Goal of the exercise
Which lines of the entries contain the string "Right"? Copy each of them.

Dataset records
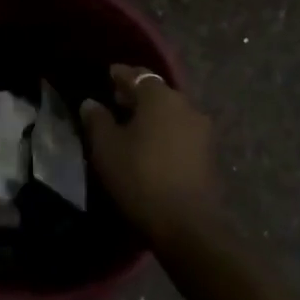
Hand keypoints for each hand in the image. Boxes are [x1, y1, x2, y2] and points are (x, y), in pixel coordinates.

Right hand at [81, 65, 218, 247]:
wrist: (188, 225)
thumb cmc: (140, 177)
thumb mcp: (107, 148)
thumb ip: (97, 120)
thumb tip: (91, 103)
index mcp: (160, 97)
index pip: (138, 75)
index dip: (121, 74)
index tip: (109, 74)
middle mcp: (186, 106)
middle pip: (158, 92)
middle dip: (137, 94)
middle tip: (117, 100)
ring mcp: (202, 131)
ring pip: (172, 112)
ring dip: (153, 114)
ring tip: (133, 125)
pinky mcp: (209, 155)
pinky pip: (181, 132)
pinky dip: (165, 131)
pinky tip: (152, 145)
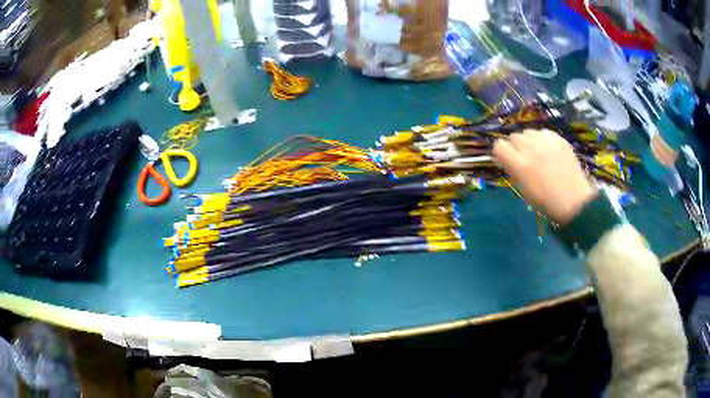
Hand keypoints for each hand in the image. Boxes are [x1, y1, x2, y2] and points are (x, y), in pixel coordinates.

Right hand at [492, 129, 596, 224]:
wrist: (574, 201)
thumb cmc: (545, 201)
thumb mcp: (523, 188)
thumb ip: (513, 169)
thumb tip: (505, 158)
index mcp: (519, 164)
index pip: (499, 145)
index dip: (502, 152)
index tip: (507, 159)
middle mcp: (530, 148)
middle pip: (513, 136)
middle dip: (516, 146)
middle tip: (524, 157)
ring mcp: (545, 142)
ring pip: (528, 132)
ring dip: (529, 141)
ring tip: (537, 152)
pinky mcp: (558, 139)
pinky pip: (543, 132)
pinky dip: (542, 139)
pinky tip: (549, 150)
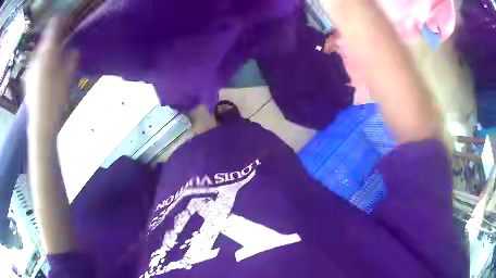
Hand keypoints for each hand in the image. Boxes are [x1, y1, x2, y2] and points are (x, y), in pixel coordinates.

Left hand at [25, 17, 77, 136]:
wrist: (41, 124)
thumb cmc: (55, 99)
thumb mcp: (68, 77)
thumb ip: (71, 59)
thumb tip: (73, 50)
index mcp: (48, 52)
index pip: (54, 26)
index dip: (61, 22)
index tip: (67, 22)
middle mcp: (38, 57)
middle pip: (46, 40)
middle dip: (53, 38)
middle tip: (62, 42)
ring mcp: (31, 69)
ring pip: (40, 53)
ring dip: (47, 52)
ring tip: (54, 58)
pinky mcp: (28, 80)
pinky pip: (36, 65)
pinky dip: (42, 64)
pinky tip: (46, 73)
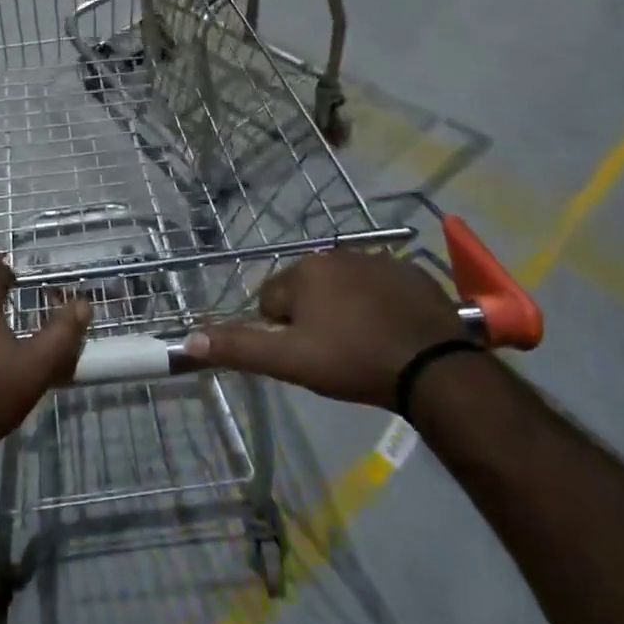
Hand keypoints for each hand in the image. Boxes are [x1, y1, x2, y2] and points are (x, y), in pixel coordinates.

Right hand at [182, 249, 463, 409]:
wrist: (434, 367)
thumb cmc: (353, 360)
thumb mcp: (290, 361)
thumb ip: (239, 347)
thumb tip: (189, 340)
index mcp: (304, 271)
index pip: (271, 299)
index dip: (283, 331)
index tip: (308, 354)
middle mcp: (336, 255)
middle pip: (306, 290)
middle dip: (313, 317)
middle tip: (334, 352)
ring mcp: (377, 260)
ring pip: (343, 288)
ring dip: (345, 310)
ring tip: (365, 345)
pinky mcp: (410, 274)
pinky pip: (380, 288)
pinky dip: (379, 305)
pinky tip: (392, 333)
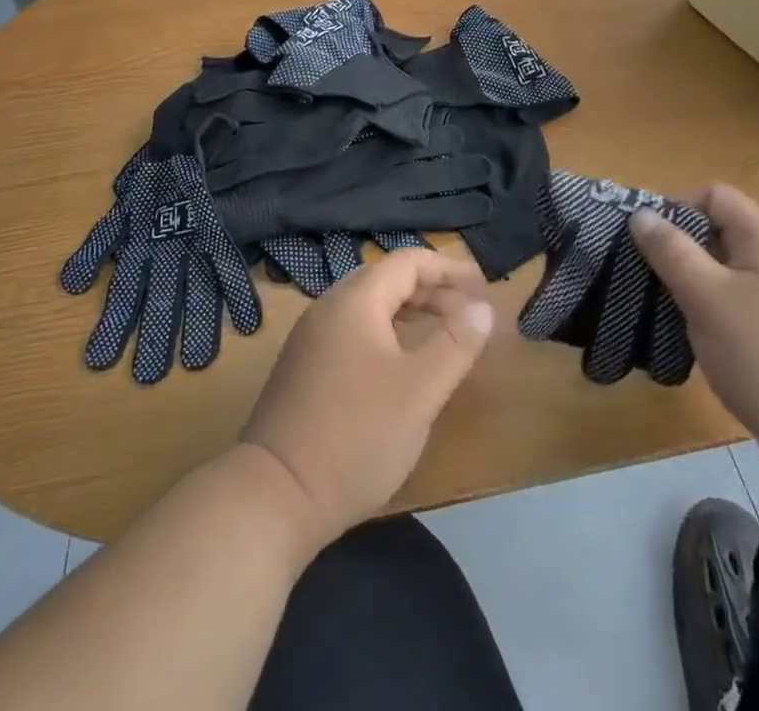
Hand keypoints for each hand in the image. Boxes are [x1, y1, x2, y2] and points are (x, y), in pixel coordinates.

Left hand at [240, 248, 493, 548]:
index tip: (482, 287)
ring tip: (442, 333)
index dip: (449, 269)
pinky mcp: (303, 367)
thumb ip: (455, 344)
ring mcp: (311, 337)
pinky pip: (352, 330)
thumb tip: (482, 308)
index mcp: (355, 301)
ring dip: (409, 312)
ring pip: (368, 306)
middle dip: (431, 290)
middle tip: (468, 313)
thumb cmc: (356, 436)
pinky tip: (400, 363)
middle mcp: (329, 307)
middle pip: (387, 279)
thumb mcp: (419, 391)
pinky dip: (385, 333)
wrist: (276, 495)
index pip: (408, 262)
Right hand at [629, 184, 758, 494]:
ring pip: (721, 272)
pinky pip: (734, 305)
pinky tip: (690, 339)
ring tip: (659, 309)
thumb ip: (672, 252)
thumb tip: (641, 214)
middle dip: (676, 249)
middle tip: (644, 276)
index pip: (713, 195)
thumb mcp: (708, 299)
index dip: (676, 207)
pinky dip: (707, 313)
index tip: (646, 240)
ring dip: (688, 284)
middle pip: (715, 233)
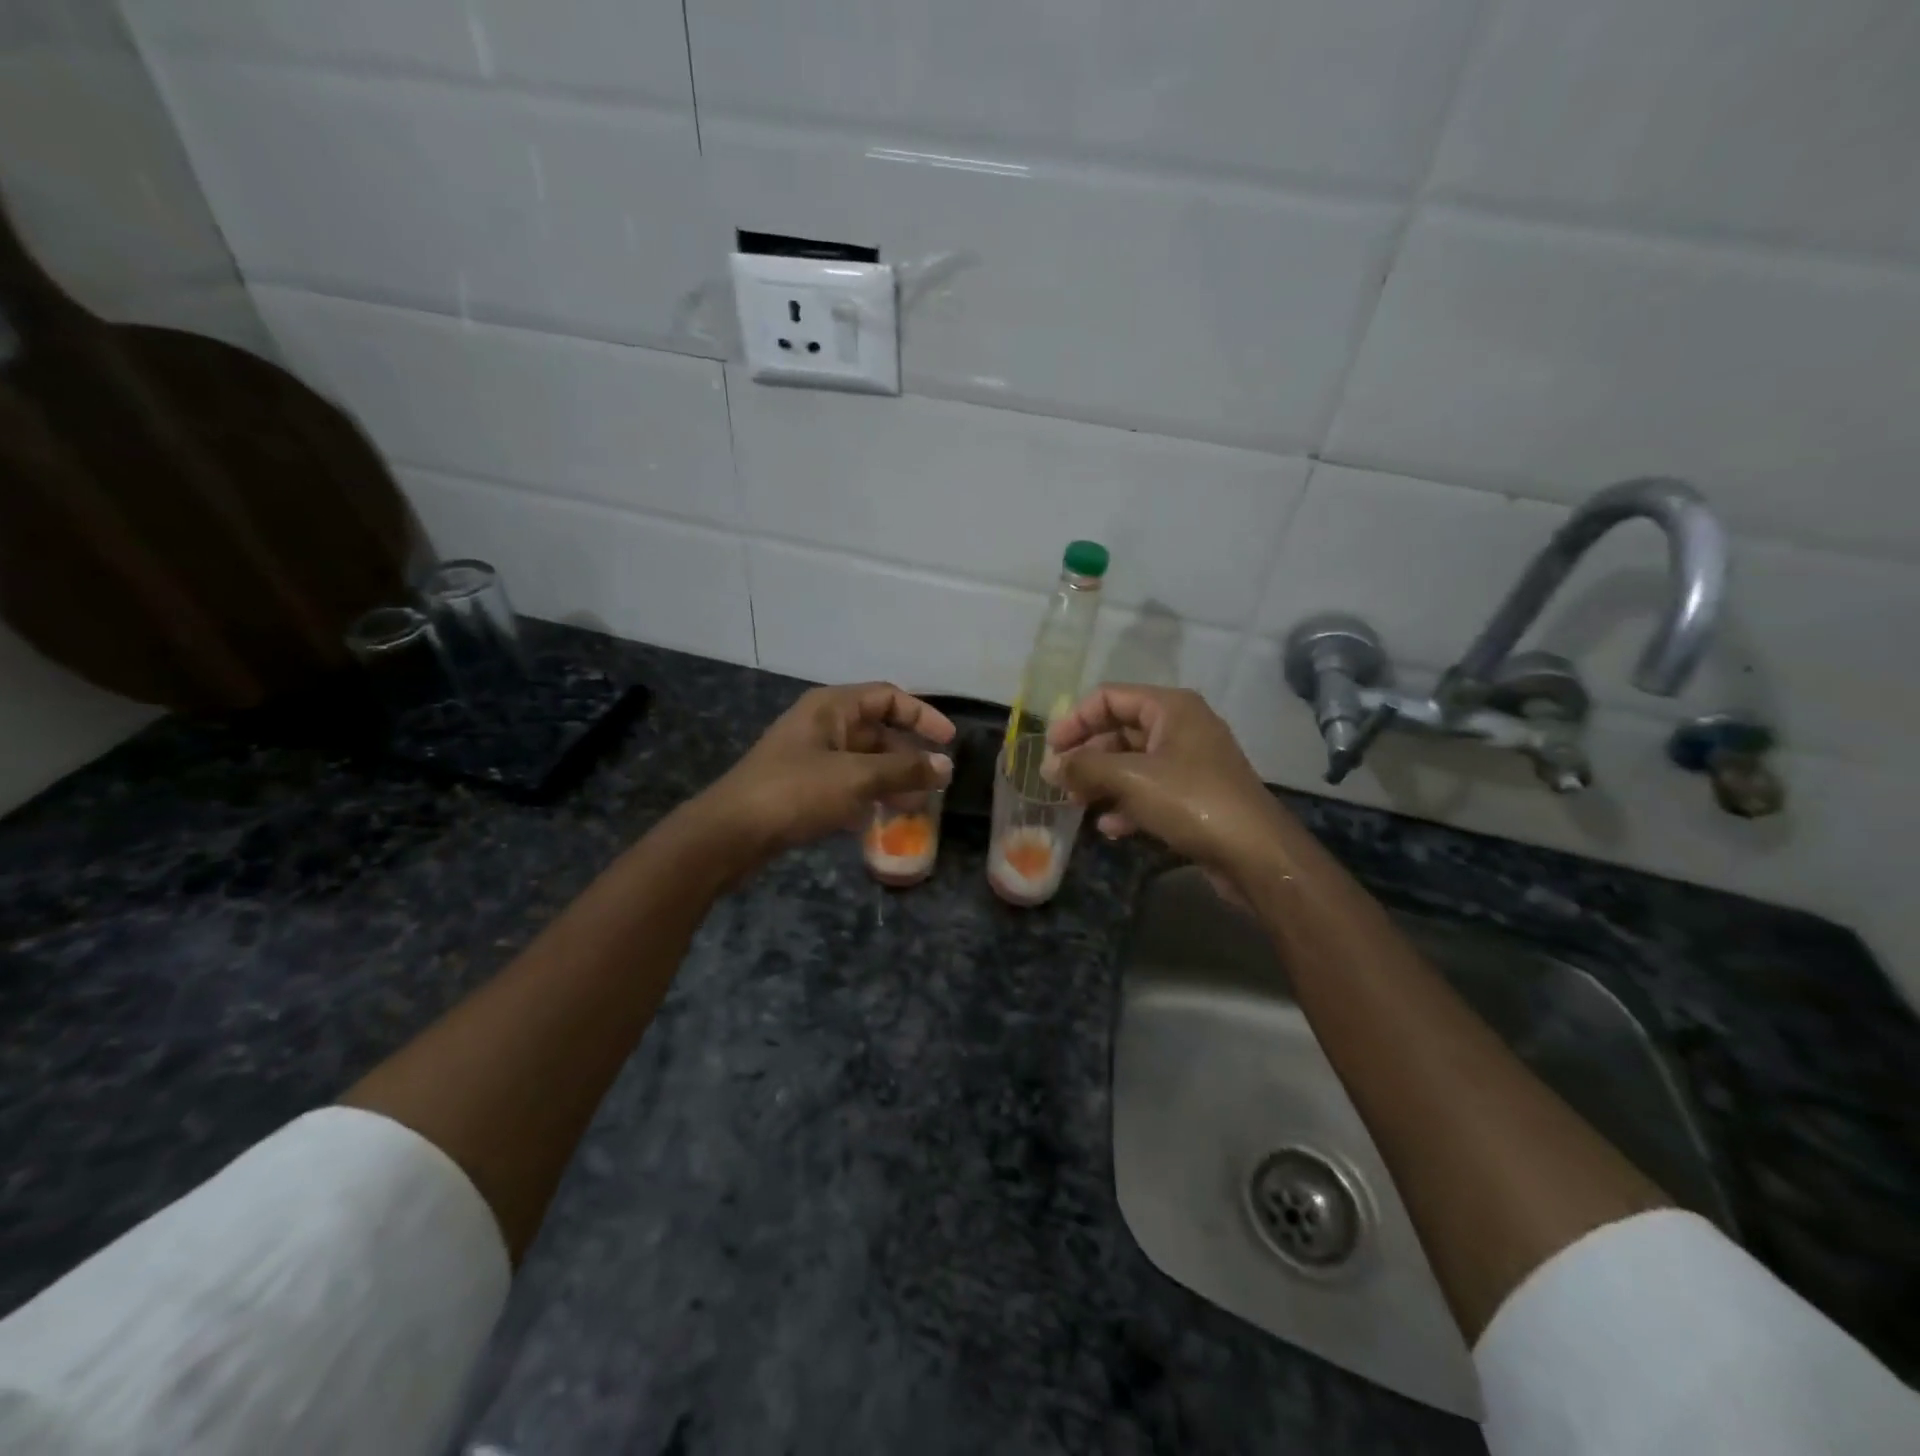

Result below
Right hand at [81, 65, 218, 247]:
Right hand at [492, 129, 596, 224]:
Right hand at [182, 249, 463, 409]:
Right hand at [629, 184, 758, 494]:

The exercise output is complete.